Comme dans la mythologie, en particulier la grecque, nous sommes dans une forme accroupie animale. Le Sphinx est une chimère composée de plusieurs animaux, le plus souvent tétramorphe (taureau, aigle, lion, serpent), avec une tête (et des seins) de femme. Installée non loin de la ville de Thèbes, à une croisée de chemins, cette créature arrêtait les voyageurs, leur posant des questions énigmatiques, et, si les réponses étaient fausses (et elles l’étaient toujours), elle les dévorait.

La similitude du sphinx grec et des RAKSHASAS indiens est frappante. Comme le sphinx, les rakshasas sont des créatures ogresses qui se trouvent non loin des cités, souvent dans la forêt, et qui dévorent les passants ou des convois de personnes qu’on leur envoie en tribut pour apaiser leur férocité. Ils apparaissent toujours quand l’ordre de la cité est mis à mal par un règne « adharmique », contraire à un fonctionnement harmonieux et équilibré.
La « cité », c’est nous-mêmes, dans la totalité de notre individu. Le sphinx et le rakshasa représentent nos « esprits animaux », comme on disait à l’âge classique, nos pulsions souterraines, dévoratrices parce qu’inconscientes. Il font office de révélateur, d’alarme. Quand ils apparaissent, c’est qu’il y a un déséquilibre profond, il faut alors trouver d’urgence la solution. Face à une situation destructrice, dévoratrice, il va y avoir questionnement. Bien sûr, celui qui pose la question et celui qui doit trouver la réponse sont la même personne. Et surtout, le questionnement va imposer une formulation consciente. La question n’a de cesse d’être posée, et les mauvaises réponses sont impitoyablement éliminées, car si on ne trouve pas la bonne réponse on va droit à l’anéantissement, et ce jusqu’à ce qu’enfin on comprenne de quoi il s’agit vraiment. Quand la bonne réponse est trouvée, le sphinx disparaît, se jetant instantanément dans un précipice.

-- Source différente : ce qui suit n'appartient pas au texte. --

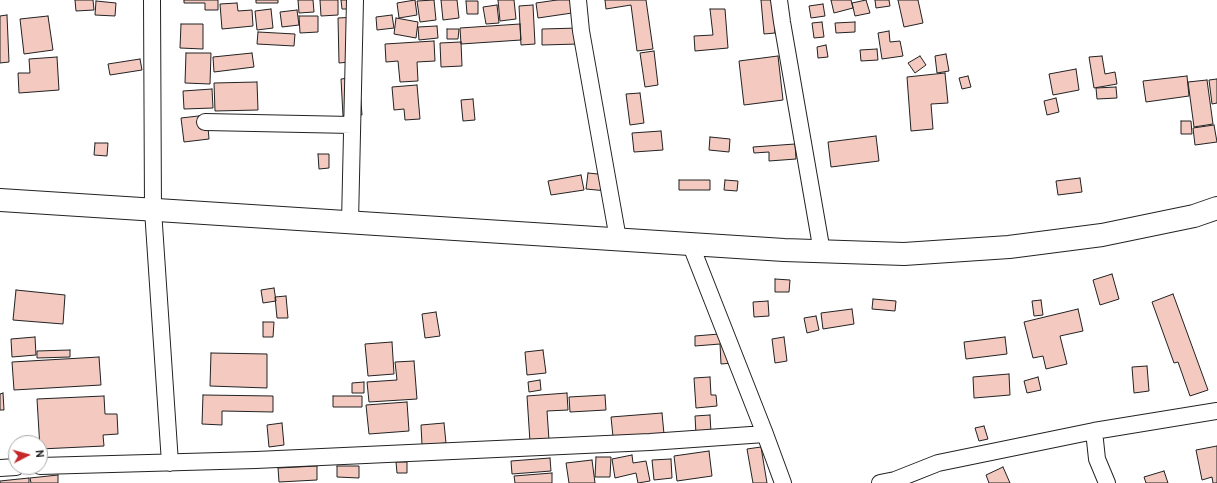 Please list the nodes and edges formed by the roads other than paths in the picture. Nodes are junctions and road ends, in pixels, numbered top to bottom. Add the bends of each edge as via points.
1 (152, 0) edge
2 (355, 0) edge
3 (578, 0) edge
4 (780, 0) edge
5 (206, 122) dead end
6 (352, 125) junction
7 (0, 200) edge
8 (1217, 208) edge
9 (153, 210) junction
10 (350, 222) junction
11 (618, 238) junction
12 (690, 243) junction
13 (822, 252) junction
14 (1217, 410) edge
15 (1094, 431) junction
16 (765, 434) junction
17 (170, 463) junction
18 (48, 466) edge
19 (890, 482) edge
20 (783, 483) edge
21 (1107, 483) edge

1 - 9 street
2 - 6 street
3 - 11 street via 581,31
4 - 13 street
5 - 6 street
6 - 10 street
7 - 9 main road
8 - 13 main road via 1194,216 1102,235 1009,247 904,254
9 - 10 main road
9 - 17 street
10 - 11 main road
11 - 12 main road
12 - 13 main road
12 - 16 street
14 - 15 street
15 - 19 street via 938,463
15 - 21 street via 1097,459
16 - 17 street via 650,442
16 - 20 street
17 - 18 street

Dans le MAHÂBHÂRATA, les rakshasas sont soit écrasés, étouffés par la puissance du souffle, représenté par le personnage de BHÎMA, qui les « déracine », soit changés, par le pouvoir transformateur d’un amour sans préjugés, en forces positives. Ils deviennent alors une aide précieuse pour les « coups durs ». Tout est puissance.
Le verbe RAKSH signifie « protéger ». Ils sont en fait les protecteurs de nos équilibres profonds, à condition de savoir les gérer et les transformer.

Avec cette posture du SPHINX, nous devons comprendre que toutes nos composantes, y compris les plus « bestiales », doivent être intégrées et utilisées pour passer de l’état « à 4 pattes » à celui d’homme debout. Tout en nous est porteur de richesse, même nos aspects les plus sombres.
Avec cette posture du SPHINX, le visage est tourné vers l’avant et nous sommes à la croisée des chemins, ce qui souligne que nous avons toujours le choix et la responsabilité de notre direction.

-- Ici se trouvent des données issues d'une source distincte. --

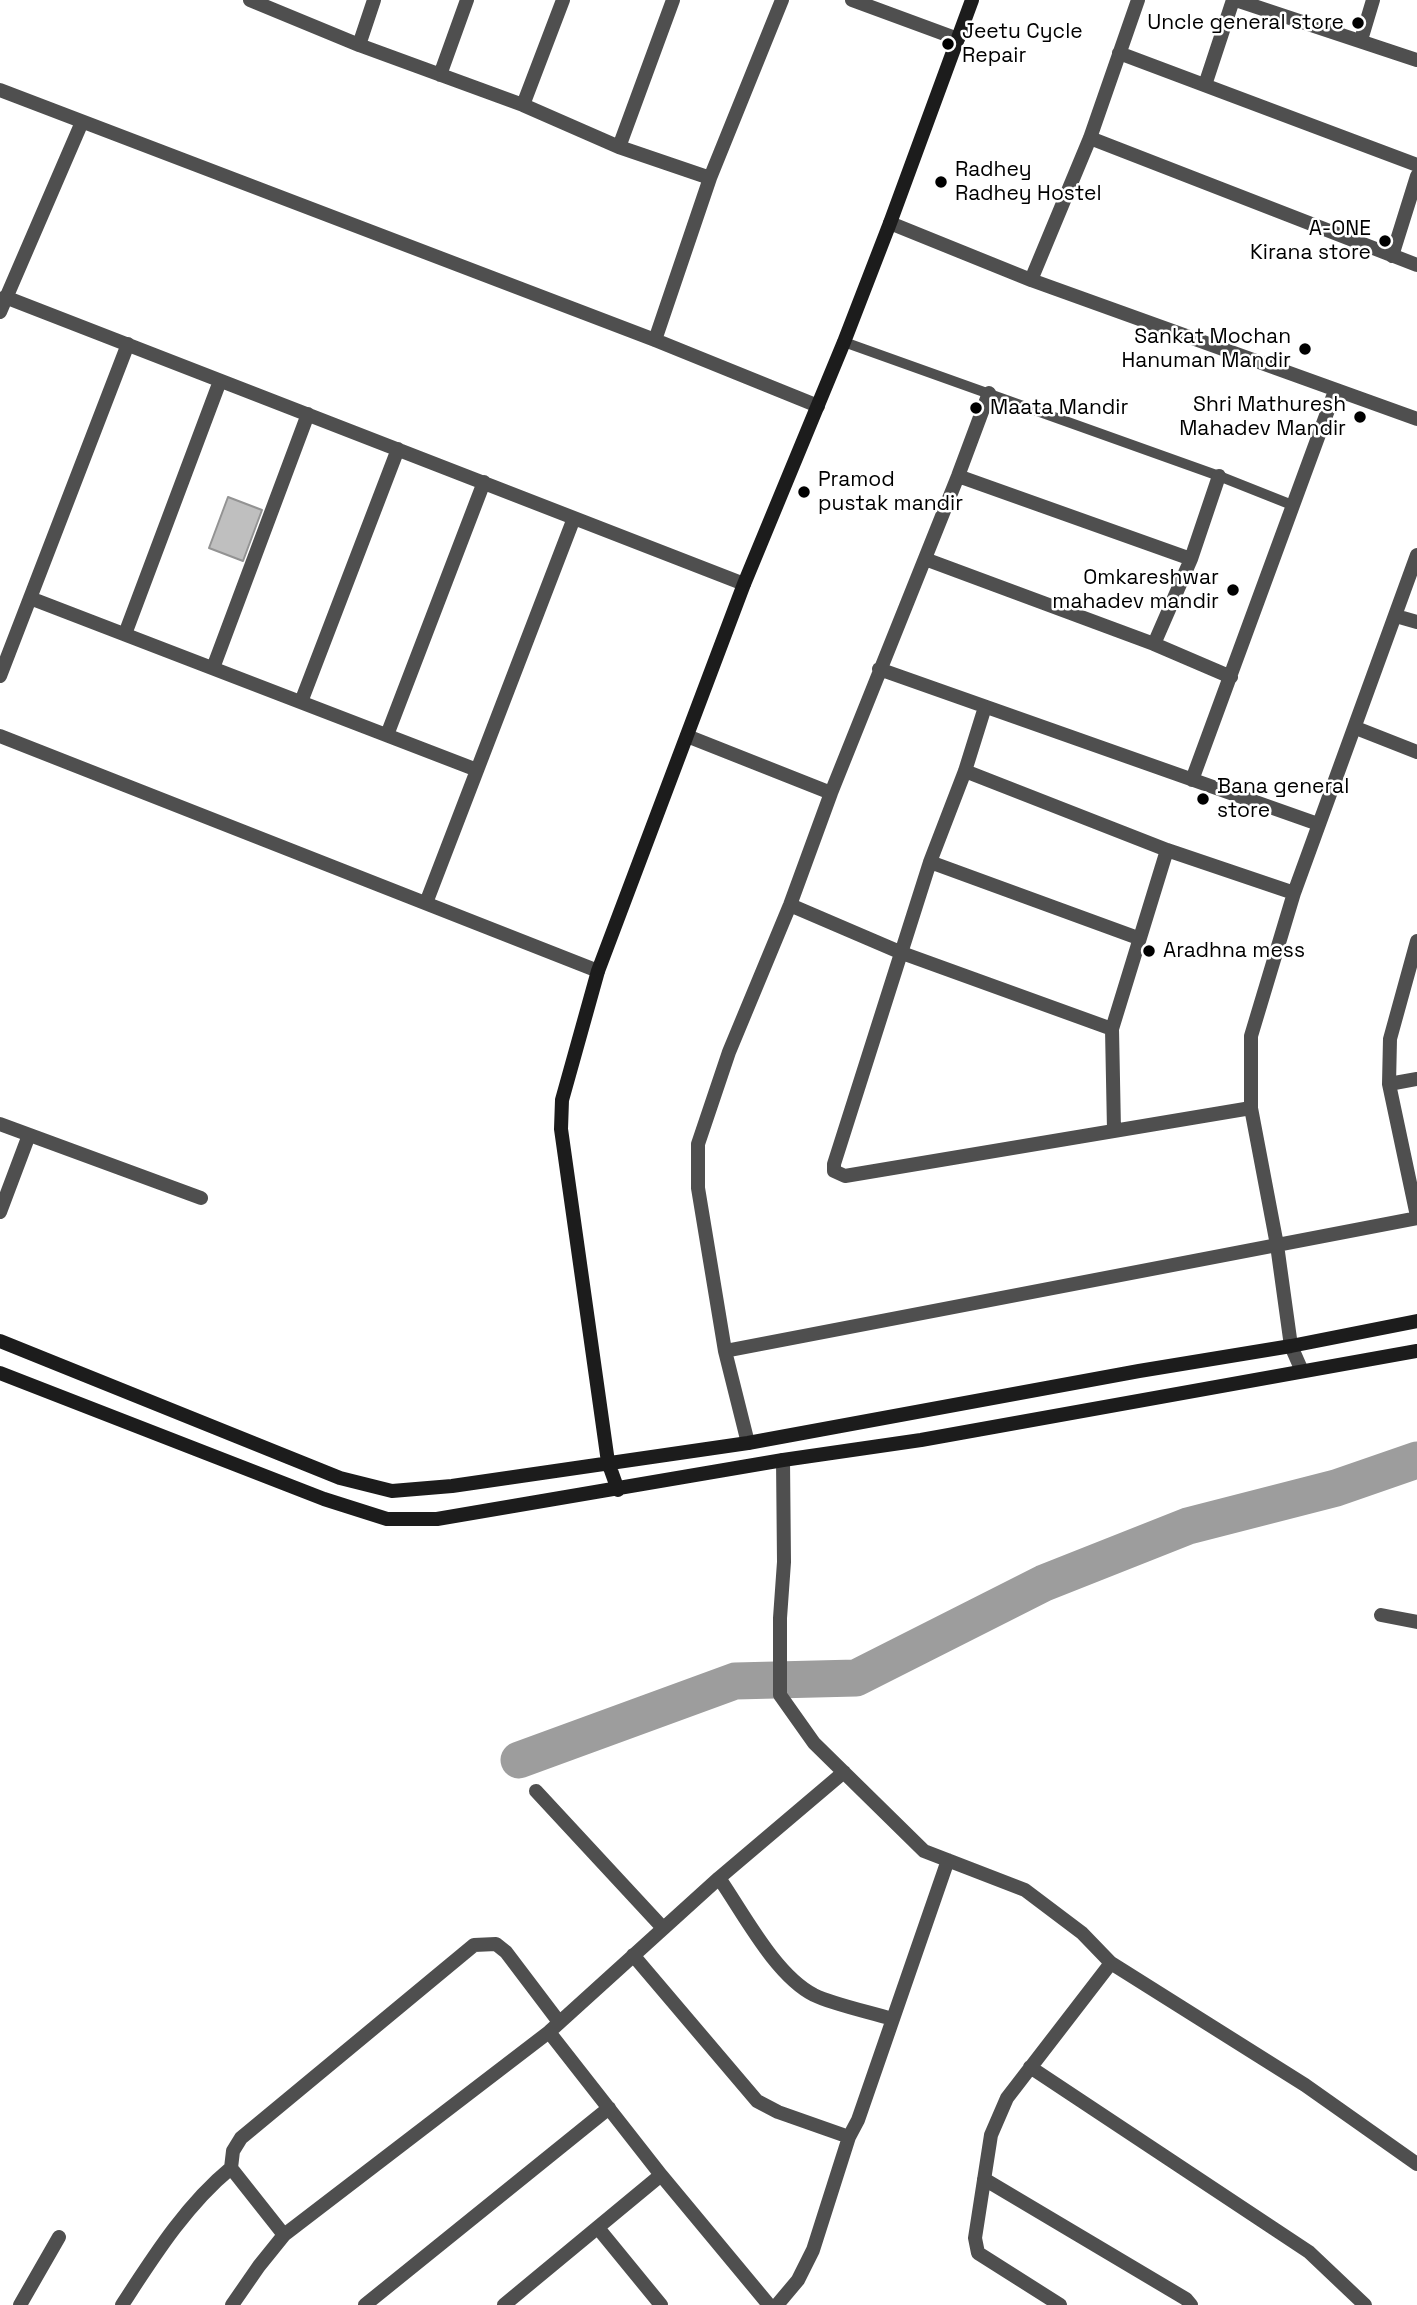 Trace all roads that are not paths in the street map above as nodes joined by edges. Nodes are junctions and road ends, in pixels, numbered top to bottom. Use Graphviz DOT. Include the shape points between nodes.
graph roads {
  1 [pos="250,0"];
  2 [pos="374,0"];
  3 [pos="467,0"];
  4 [pos="564,0"];
  5 [pos="673,0"];
  6 [pos="782,0"];
  7 [pos="852,0"];
  8 [pos="972,0"];
  9 [pos="1138,0"];
  10 [pos="1234,0"];
  11 [pos="1373,0"];
  12 [pos="267,3"];
  13 [pos="958,39"];
  14 [pos="1361,40"];
  15 [pos="359,45"];
  16 [pos="1119,53"];
  17 [pos="1417,60"];
  18 [pos="440,75"];
  19 [pos="1205,85"];
  20 [pos="0,90"];
  21 [pos="523,105"];
  22 [pos="82,122"];
  23 [pos="1090,138"];
  24 [pos="620,147"];
  25 [pos="1417,165"];
  26 [pos="1417,176"];
  27 [pos="710,178"];
  28 [pos="890,223"];
  29 [pos="1392,256"];
  30 [pos="1417,265"];
  31 [pos="1031,280"];
  32 [pos="5,297"];
  33 [pos="0,312"];
  34 [pos="655,340"];
  35 [pos="844,342"];
  36 [pos="128,344"];
  37 [pos="220,381"];
  38 [pos="1335,391"];
  39 [pos="989,393"];
  40 [pos="818,406"];
  41 [pos="308,414"];
  42 [pos="1417,419"];
  43 [pos="398,449"];
  44 [pos="958,476"];
  45 [pos="1219,476"];
  46 [pos="484,482"];
  47 [pos="1292,505"];
  48 [pos="574,518"];
  49 [pos="1417,555"];
  50 [pos="925,559"];
  51 [pos="1191,559"];
  52 [pos="744,584"];
  53 [pos="30,598"];
  54 [pos="1395,615"];
  55 [pos="1417,622"];
  56 [pos="125,635"];
  57 [pos="1154,644"];
  58 [pos="213,668"];
  59 [pos="879,669"];
  60 [pos="0,676"];
  61 [pos="1231,677"];
  62 [pos="301,702"];
  63 [pos="985,707"];
  64 [pos="1356,728"];
  65 [pos="387,735"];
  66 [pos="0,736"];
  67 [pos="687,736"];
  68 [pos="1417,752"];
  69 [pos="477,770"];
  70 [pos="965,771"];
  71 [pos="1192,780"];
  72 [pos="831,793"];
  73 [pos="1318,824"];
  74 [pos="1167,850"];
  75 [pos="930,862"];
  76 [pos="1294,893"];
  77 [pos="426,903"];
  78 [pos="790,905"];
  79 [pos="1138,938"];
  80 [pos="1417,941"];
  81 [pos="902,953"];
  82 [pos="598,971"];
  83 [pos="1112,1029"];
  84 [pos="1417,1079"];
  85 [pos="1389,1084"];
  86 [pos="1251,1108"];
  87 [pos="0,1124"];
  88 [pos="1114,1130"];
  89 [pos="29,1135"];
  90 [pos="201,1198"];
  91 [pos="0,1212"];
  92 [pos="1417,1217"];
  93 [pos="1277,1245"];
  94 [pos="1417,1321"];
  95 [pos="0,1341"];
  96 [pos="1291,1346"];
  97 [pos="726,1351"];
  98 [pos="1417,1351"];
  99 [pos="1302,1371"];
  100 [pos="0,1373"];
  101 [pos="748,1443"];
  102 [pos="783,1460"];
  103 [pos="608,1462"];
  104 [pos="618,1490"];
  105 [pos="1381,1615"];
  106 [pos="1417,1622"];
  107 [pos="844,1772"];
  108 [pos="536,1791"];
  109 [pos="948,1860"];
  110 [pos="719,1878"];
  111 [pos="663,1928"];
  112 [pos="633,1955"];
  113 [pos="1111,1964"];
  114 [pos="892,2019"];
  115 [pos="554,2027"];
  116 [pos="1030,2067"];
  117 [pos="609,2108"];
  118 [pos="849,2137"];
  119 [pos="1417,2164"];
  120 [pos="231,2168"];
  121 [pos="661,2175"];
  122 [pos="984,2179"];
  123 [pos="598,2228"];
  124 [pos="284,2235"];
  125 [pos="59,2237"];
  126 [pos="657,2304"];
  127 [pos="20,2305"];
  128 [pos="122,2305"];
  129 [pos="232,2305"];
  130 [pos="365,2305"];
  131 [pos="504,2305"];
  132 [pos="769,2305"];
  133 [pos="777,2305"];
  134 [pos="1060,2305"];
  135 [pos="1191,2305"];
  136 [pos="1365,2305"];
  1 -- 12 [label="street"];
  2 -- 15 [label="street"];
  3 -- 18 [label="street"];
  4 -- 21 [label="street"];
  5 -- 24 [label="street"];
  6 -- 27 [label="street"];
  7 -- 13 [label="street"];
  8 -- 13 [label="street"];
  9 -- 16 [label="street"];
  10 -- 14 [label="street"];
  10 -- 19 [label="street"];
  11 -- 14 [label="street"];
  12 -- 15 [label="street"];
  13 -- 28 [label="street"];
  14 -- 17 [label="street"];
  15 -- 18 [label="street"];
  16 -- 19 [label="street"];
  16 -- 23 [label="street"];
  18 -- 21 [label="street"];
  19 -- 25 [label="street"];
  20 -- 22 [label="street"];
  21 -- 24 [label="street"];
  22 -- 32 [label="street"];
  22 -- 34 [label="street"];
  23 -- 29 [label="street"];
  23 -- 31 [label="street"];
  24 -- 27 [label="street"];
  26 -- 29 [label="street"];
  27 -- 34 [label="street"];
  28 -- 31 [label="street"];
  28 -- 35 [label="street"];
  29 -- 30 [label="street"];
  31 -- 38 [label="street"];
  32 -- 33 [label="street"];
  32 -- 36 [label="street"];
  34 -- 40 [label="street"];
  35 -- 39 [label="lane"];
  35 -- 40 [label="street"];
  36 -- 37 [label="street"];
  36 -- 53 [label="street"];
  37 -- 41 [label="street"];
  37 -- 56 [label="street"];
  38 -- 42 [label="street"];
  38 -- 47 [label="street"];
  39 -- 44 [label="street"];
  39 -- 45 [label="lane"];
  40 -- 52 [label="street"];
  41 -- 43 [label="street"];
  41 -- 58 [label="street"];
  43 -- 46 [label="street"];
  43 -- 62 [label="street"];
  44 -- 50 [label="street"];
  44 -- 51 [label="street"];
  45 -- 47 [label="lane"];
  45 -- 51 [label="street"];
  46 -- 48 [label="street"];
  46 -- 65 [label="street"];
  47 -- 61 [label="street"];
  48 -- 52 [label="street"];
  48 -- 69 [label="street"];
  49 -- 54 [label="street"];
  50 -- 57 [label="street"];
  50 -- 59 [label="street"];
  51 -- 57 [label="street"];
  52 -- 67 [label="street"];
  53 -- 56 [label="street"];
  53 -- 60 [label="street"];
  54 -- 55 [label="street"];
  54 -- 64 [label="street"];
  56 -- 58 [label="street"];
  57 -- 61 [label="street"];
  58 -- 62 [label="street"];
  59 -- 63 [label="street"];
  59 -- 72 [label="street"];
  61 -- 71 [label="street"];
  62 -- 65 [label="street"];
  63 -- 70 [label="street"];
  63 -- 71 [label="street"];
  64 -- 68 [label="street"];
  64 -- 73 [label="street"];
  65 -- 69 [label="street"];
  66 -- 77 [label="street"];
  67 -- 72 [label="street"];
  67 -- 82 [label="street"];
  69 -- 77 [label="street"];
  70 -- 74 [label="street"];
  70 -- 75 [label="street"];
  71 -- 73 [label="street"];
  72 -- 78 [label="street"];
  73 -- 76 [label="street"];
  74 -- 76 [label="street"];
  74 -- 79 [label="street"];
  75 -- 79 [label="street"];
  75 -- 81 [label="street"];
  76 -- 86 [label="street" via="1251,1036"];
  77 -- 82 [label="street"];
  78 -- 81 [label="street"];
  78 -- 97 [label="street" via="729,1052 698,1144 698,1188"];
  79 -- 83 [label="street"];
  80 -- 85 [label="street" via="1390,1039"];
  81 -- 83 [label="street"];
  81 -- 88 [label="street" via="834,1171 845,1176"];
  82 -- 103 [label="street" via="562,1100 561,1129"];
  83 -- 88 [label="street"];
  84 -- 85 [label="street"];
  85 -- 92 [label="street"];
  86 -- 88 [label="street"];
  86 -- 93 [label="street"];
  87 -- 89 [label="street"];
  89 -- 90 [label="street"];
  89 -- 91 [label="street"];
  92 -- 93 [label="street"];
  93 -- 96 [label="street"];
  93 -- 97 [label="street"];
  94 -- 96 [label="street"];
  95 -- 103 [label="street" via="340,1478 392,1491"];
  96 -- 99 [label="street"];
  96 -- 101 [label="street"];
  97 -- 101 [label="street"];
  98 -- 99 [label="street"];
  99 -- 102 [label="street" via="921,1440"];
  100 -- 104 [label="street" via="324,1499 387,1519 437,1519"];
  101 -- 103 [label="street"];
  102 -- 104 [label="street"];
  102 -- 107 [label="street" via="780,1695 814,1743"];
  103 -- 104 [label="street"];
  105 -- 106 [label="street"];
  107 -- 109 [label="street" via="924,1851"];
  107 -- 110 [label="street"];
  108 -- 111 [label="street"];
  109 -- 113 [label="street" via="1025,1890 1082,1933"];
  109 -- 114 [label="street"];
  110 -- 111 [label="street"];
  110 -- 114 [label="street" via="779,1967 798,1983 815,1995"];
  111 -- 112 [label="street"];
  112 -- 115 [label="street"];
  112 -- 118 [label="street" via="757,2101"];
  113 -- 116 [label="street"];
  113 -- 119 [label="street" via="1305,2085"];
  114 -- 118 [label="street"];
  115 -- 117 [label="street"];
  115 -- 120 [label="street" via="506,1952 496,1944 474,1945 241,2138"];
  115 -- 124 [label="street"];
  116 -- 122 [label="street" via="1007,2098 991,2135"];
  116 -- 136 [label="street" via="1309,2252"];
  117 -- 121 [label="street"];
  117 -- 130 [label="street"];
  118 -- 133 [label="street" via="813,2250 798,2280"];
  120 -- 124 [label="street"];
  120 -- 128 [label="street" via="193,2205"];
  121 -- 123 [label="street"];
  121 -- 132 [label="street"];
  122 -- 134 [label="street" via="975,2238 978,2253"];
  122 -- 135 [label="street"];
  123 -- 126 [label="street"];
  123 -- 131 [label="street"];
  124 -- 129 [label="street"];
  125 -- 127 [label="street"];
}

COMMENT SORTIR DE LA POSTURE ?

Nous nous sommes proposés de vivre cette posture un certain temps.
Il est toujours délicat et même anti-yoguique d’imposer une durée pour les postures, chacun d’entre nous étant avec sa spécificité. Mais, pour les pratiquants « confirmés », il est bon de se frotter à la durée. Il suffit d’un quart d’heure pour faire tomber les masques, et notre vrai visage fait alors surface.
La légèreté, la simplicité et surtout la ludicité vont alors s’imposer. Embarqués dans cette aventure, développons la joie d’être dans une expérience pulsante, vibrante, vivante, portés par un souffle d’une infinie délicatesse, sans dehors, sans dedans.
Devenons ce que nous sommes : beauté et éternité.

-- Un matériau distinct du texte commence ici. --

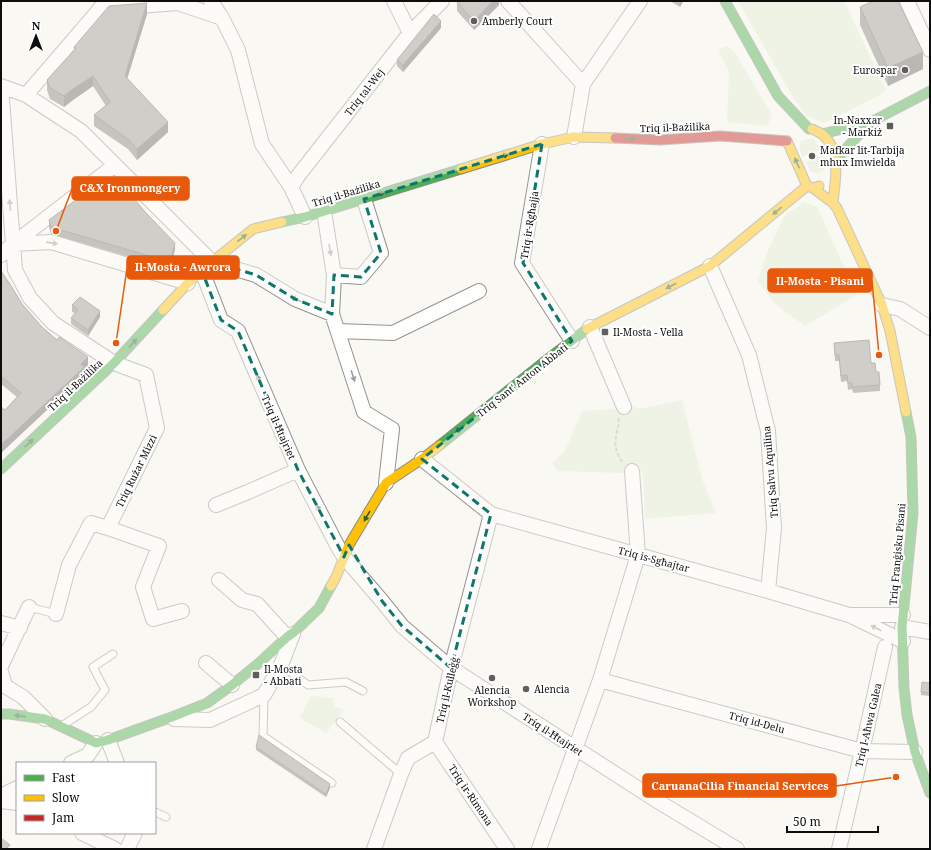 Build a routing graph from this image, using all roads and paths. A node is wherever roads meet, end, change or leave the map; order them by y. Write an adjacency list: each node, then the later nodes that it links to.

Puis, très très lentement, on tourne les paumes des mains vers le haut tout en rapprochant les coudes et les avant-bras, et, comme avec regret, on relâche la nuque. On reste ainsi un certain temps, et, avec d’infinies précautions, comme si nous étions friables ou cassables, nous nous allongeons sur le dos.
Et là, laissons venir toutes les sensations. Ne cherchons absolument pas à « compenser », à « contre-posturer », à nous agiter.
En particulier, accueillons ces sensations « rares » que sont les fourmis dans les jambes. N’essayons pas de nous en débarrasser, cela fait partie d’une expérience vitale unique, comme a été unique cette posture.
Tout est bonheur.

Marguerite Aflallo, Le Sphinx, septembre 2009.